Finite Element Analysis of Beam with Smart Materials

Abstract

Impedance-based structural health-monitoring techniques are developed by utilizing a number of smart material technologies and represent a new non-destructive evaluation (NDE) method. The basic concept of this approach is monitoring the variations in mechanical impedance of the structure resulted by the presence of damage. Since it is very difficult to measure the structural mechanical-impedance, the new impedance methods utilize the electromechanical coupling properties of piezoelectric materials. The impedance-based structural health monitoring is done by using piezoelectric patches which are bonded to the host structure that act as both sensors and actuators on the system. When a PZT comes under a change in environment, it produces an electric charge. Conversely when an electric field is applied the PZT undergoes a mechanical strain. A sinusoidal voltage is used for the excitation of the PZT patch. As the patch is surface bonded to the host structure, the structure deforms along with it and gives a local dynamic response to the vibration. That response is then transmitted back from the PZT patch as an electrical response.

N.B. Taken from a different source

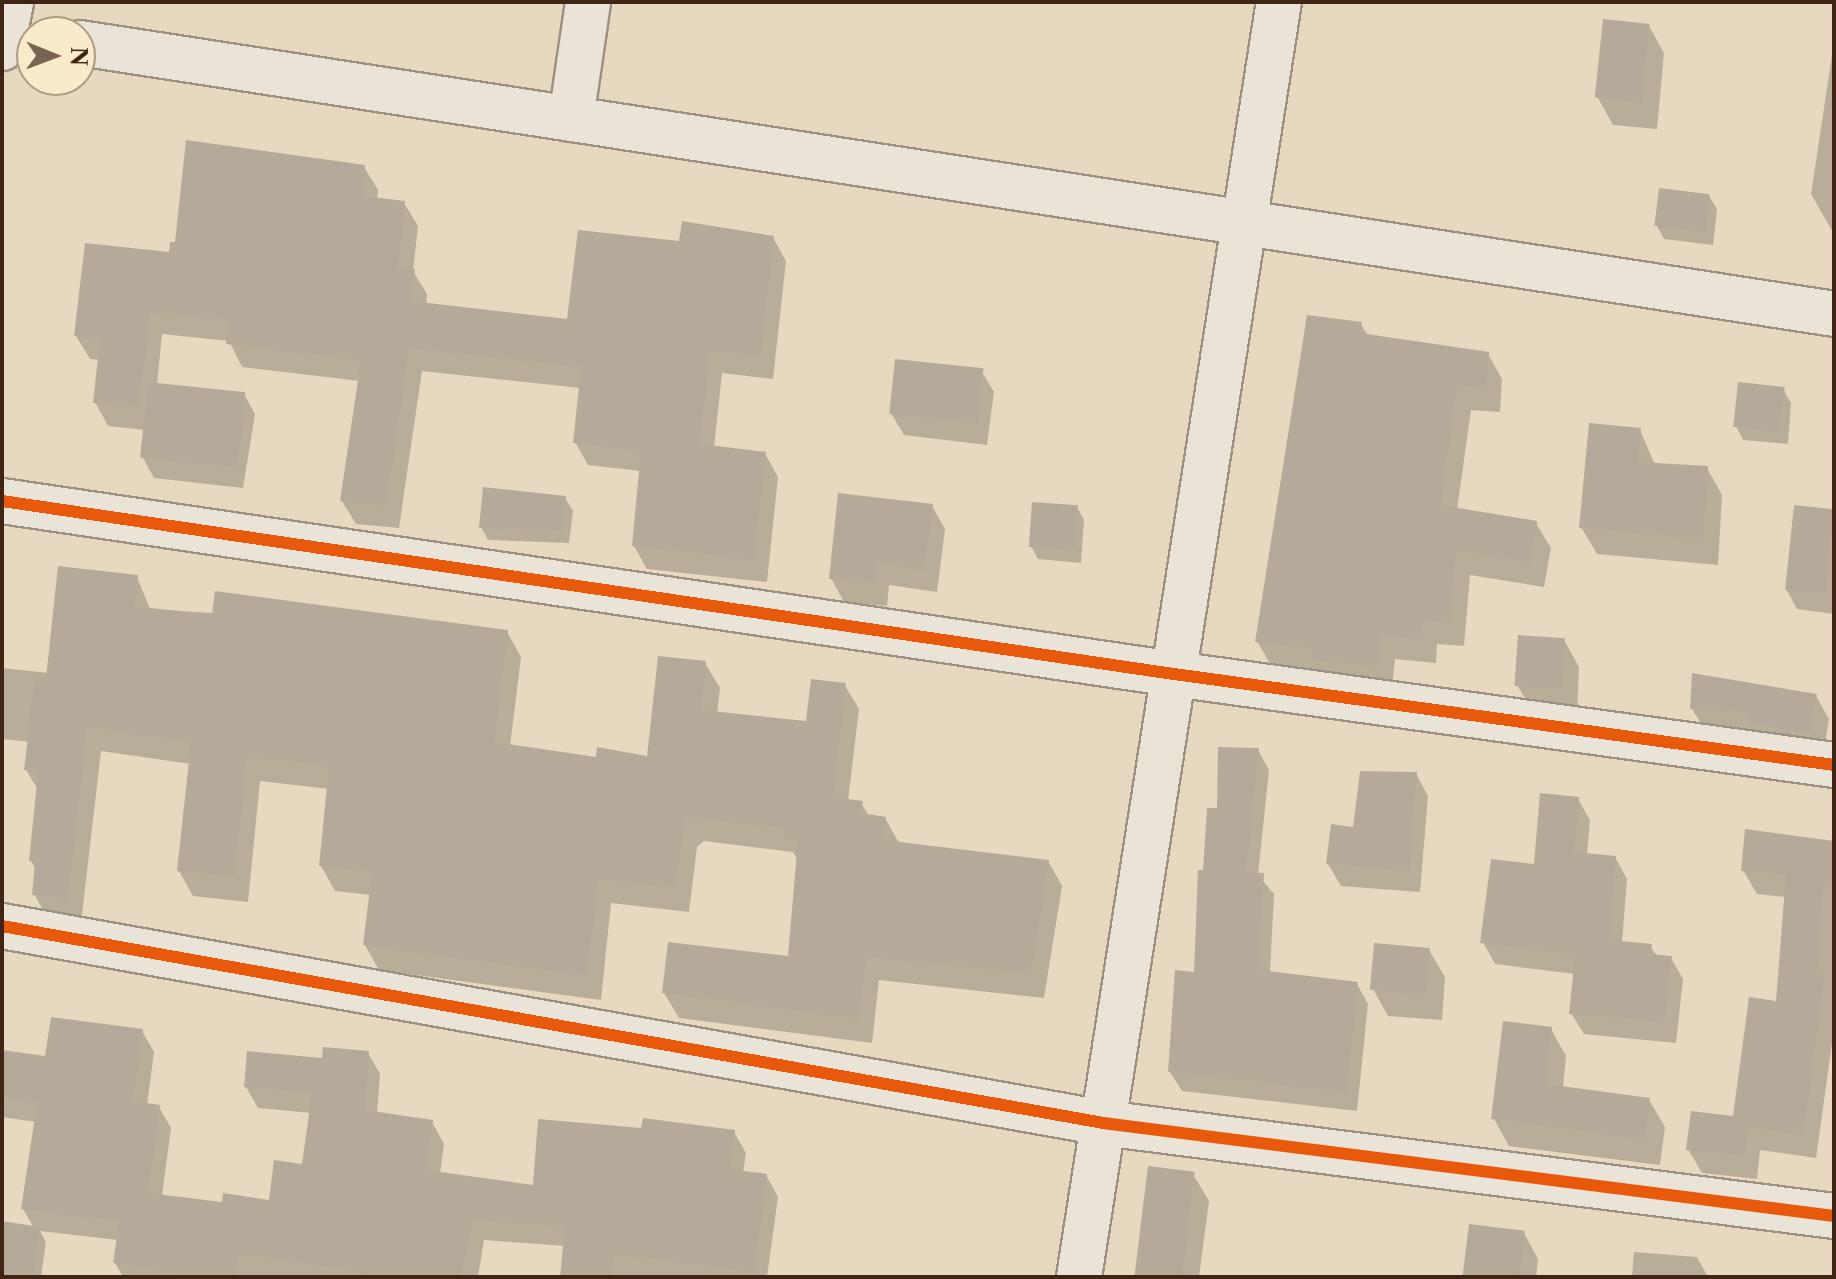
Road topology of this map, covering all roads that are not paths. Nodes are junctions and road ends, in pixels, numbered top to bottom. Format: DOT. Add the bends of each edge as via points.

The electrical response is then analysed where damage is shown as a phase shift or magnitude change in the impedance. In this project finite element simulation of the interaction between a PZT patch and a structure utilizing the electromechanical impedance (EMI) technique is studied. Simulation of the host structure with a piezoelectric patch at a high frequency range (up to 1000 kHz) using ANSYS version 13, was successfully performed. Advantages over the traditional FEA based impedance model and the impedance based analytical models include higher accuracy, direct acquisition of electrical admittance/impedance. This study proves that the FEM could emerge as an excellent alternative to structural health monitoring by visual inspection method.